You need flyctl installed.

  1. Clone this repository.
  2. Check if frp version in Dockerfile is latest, if not, change to the latest version.
  3. Login to flyctl by using fly auth login.
  4. Create an app on fly.io fly launch --copy-config --name <app-name> --no-deploy.
  5. When asked to tweak these settings before proceeding, enter yes if you want to tweak settings like selecting the region closest to you, otherwise, enter no.
  6. Set environment variables for frp server. fly secrets set -a <app-name> FRP_TOKEN=12345678 FRP_DASHBOARD_PWD=admin
  7. Deploy to fly.io fly deploy -a <app-name> --ha=false.
  8. When asked to allocate a dedicated IPv4 address, enter yes.
  9. Try to connect to frps using the example frpc.toml.

Don't forget to change the <app-name> and the FRP_TOKEN so that others can't use your frp tunnel.

You can also view https://<app-name>.fly.dev in your browser to view the frps dashboard.

Change server configuration

Type fly deploy -a <app-name> on the repository after editing frps.toml

Switch

fly.io runs app 24/7, if you are not using your tunnel for a while, it is recommended to suspend it to conserve free tier and resources.

  • Suspend frp fly scale count 0 -a <app-name>
  • Resume frp fly scale count 1 -a <app-name>

Patched frp to support TCP and UDP tunnel

Since in fly.io, it is required to bind to fly-global-services in order for UDP to work, but frp's proxyBindAddr only allow to bind in one address, so we patched frp to make its UDP proxy to bind to fly-global-services.

If somehow frp diverged so much that the patch gets broken, just remove the patch on Dockerfile.

Example frpc.toml

KCP Protocol

KCP (a protocol built on UDP) is used by default and to reduce latency (like for game servers).

serverAddr = "<app-name>.fly.dev"
auth.token = "12345678"

# KCP connection
serverPort = 7000
transport.protocol = "kcp"

# QUIC connection
#serverPort = 7001
#transport.protocol = "quic"

# TCP connection
#serverPort = 7000
#transport.protocol = "tcp"

# TCP tunnel
[[proxies]]
name = "Minecraft Java"
type = "tcp"
localIP = "127.0.0.1"
localPort = 25565
remotePort = 25565

# UDP tunnel
[[proxies]]
name = "Minecraft Bedrock"
type = "udp"
localIP = "127.0.0.1"
localPort = 19132
remotePort = 19132

fly.io free tier

fly.io requires a credit card in order to work, if you don't have a credit card or if you are afraid that fly.io will charge you so much, it is recommended to buy prepaid credits that can be used with virtual credit cards.

HTTP tunneling

If you are tunneling HTTP apps instead of TCP/UDP, I recommend to just use Cloudflare Tunnel.
You can also tunnel HTTP apps on this frp by using a custom port like 8080.
If you need to use standard 80 and 443 port, you need to disable the frps dashboard.
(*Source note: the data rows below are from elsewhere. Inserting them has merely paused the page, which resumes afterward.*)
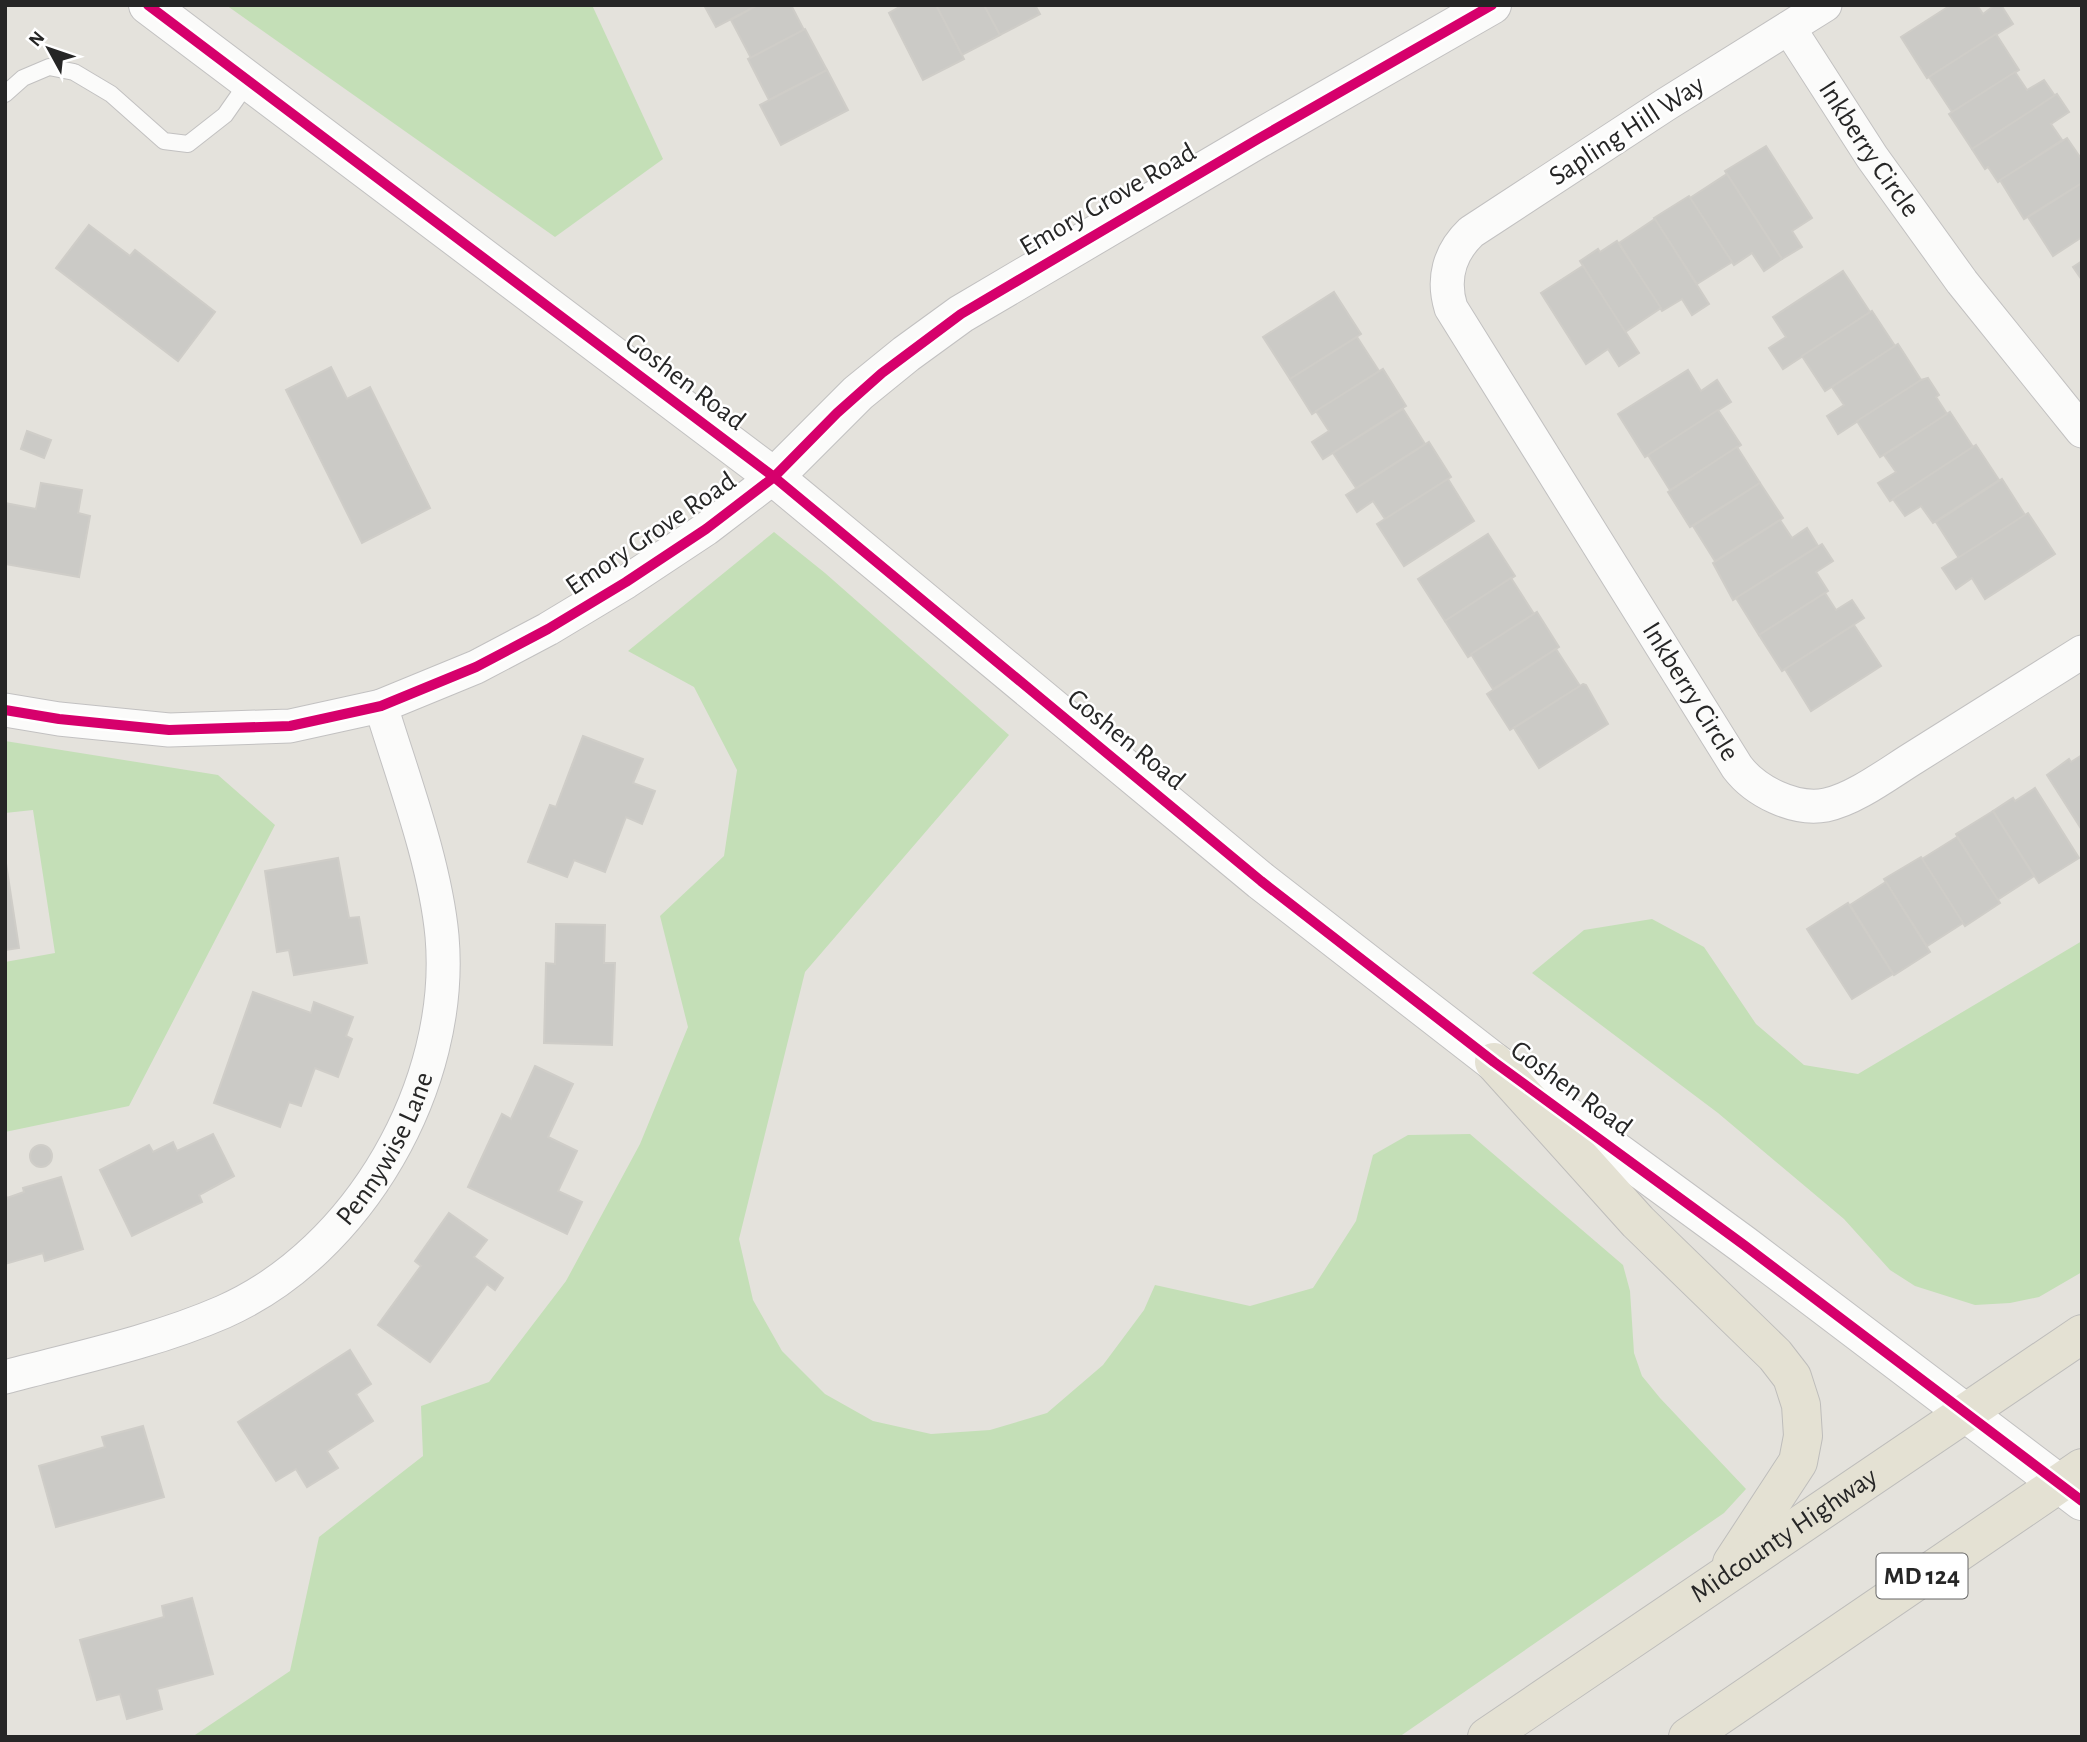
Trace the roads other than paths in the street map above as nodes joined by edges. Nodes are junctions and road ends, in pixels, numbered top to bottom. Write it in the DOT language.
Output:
graph roads {
  1 [pos="148,5"];
  2 [pos="1492,5"];
  3 [pos="1825,5"];
  4 [pos="1789,28"];
  5 [pos="248,82"];
  6 [pos="5,94"];
  7 [pos="1448,273"];
  8 [pos="2082,431"];
  9 [pos="774,477"];
  10 [pos="2082,652"];
  11 [pos="382,706"];
  12 [pos="5,710"];
  13 [pos="1494,1062"];
  14 [pos="2082,1334"];
  15 [pos="5,1377"];
  16 [pos="1965,1412"];
  17 [pos="2074,1484"];
  18 [pos="1722,1577"];
  19 [pos="1487,1737"];
  20 [pos="1688,1737"];
  1 -- 5 [label="street, Goshen Road"];
  2 -- 9 [label="street, Emory Grove Road"];
  3 -- 4 [label="street, Sapling Hill Way"];
  4 -- 7 [label="street, Sapling Hill Way"];
  4 -- 8 [label="street, Inkberry Circle"];
  5 -- 6 [label="lane"];
  5 -- 9 [label="street, Goshen Road"];
  7 -- 10 [label="street, Inkberry Circle"];
  9 -- 11 [label="street, Emory Grove Road"];
  9 -- 13 [label="street, Goshen Road"];
  11 -- 12 [label="street, Emory Grove Road"];
  11 -- 15 [label="street, Pennywise Lane"];
  13 -- 16 [label="street, Goshen Road"];
  13 -- 18 [label="main road"];
  14 -- 16 [label="main road, Midcounty Highway"];
  16 -- 17 [label="street, Goshen Road"];
  16 -- 18 [label="main road, Midcounty Highway"];
  17 -- 20 [label="main road, MD 124"];
  18 -- 19 [label="main road, Midcounty Highway"];
}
Check the wiki for tutorial.

IPv6 support

If you have IPv6, congratulations, you don't need this tunnel.

To allocate IPv6 in fly.io: fly ips allocate-v6 -a <app-name>

To enable IPv6 in control plane, set bindAddr = "::" in frps.toml. Take note that KCP does not work in IPv6 as fly-global-services does not support IPv6 so you would need to use TCP if you use IPv6 in control plane.

To enable IPv6 in data plane, set proxyBindAddr = "::" in frps.toml and localIP = "::1" in frpc.toml. Take note that UDP does not work in IPv6 as fly-global-services does not support IPv6 so you can't tunnel UDP in IPv6.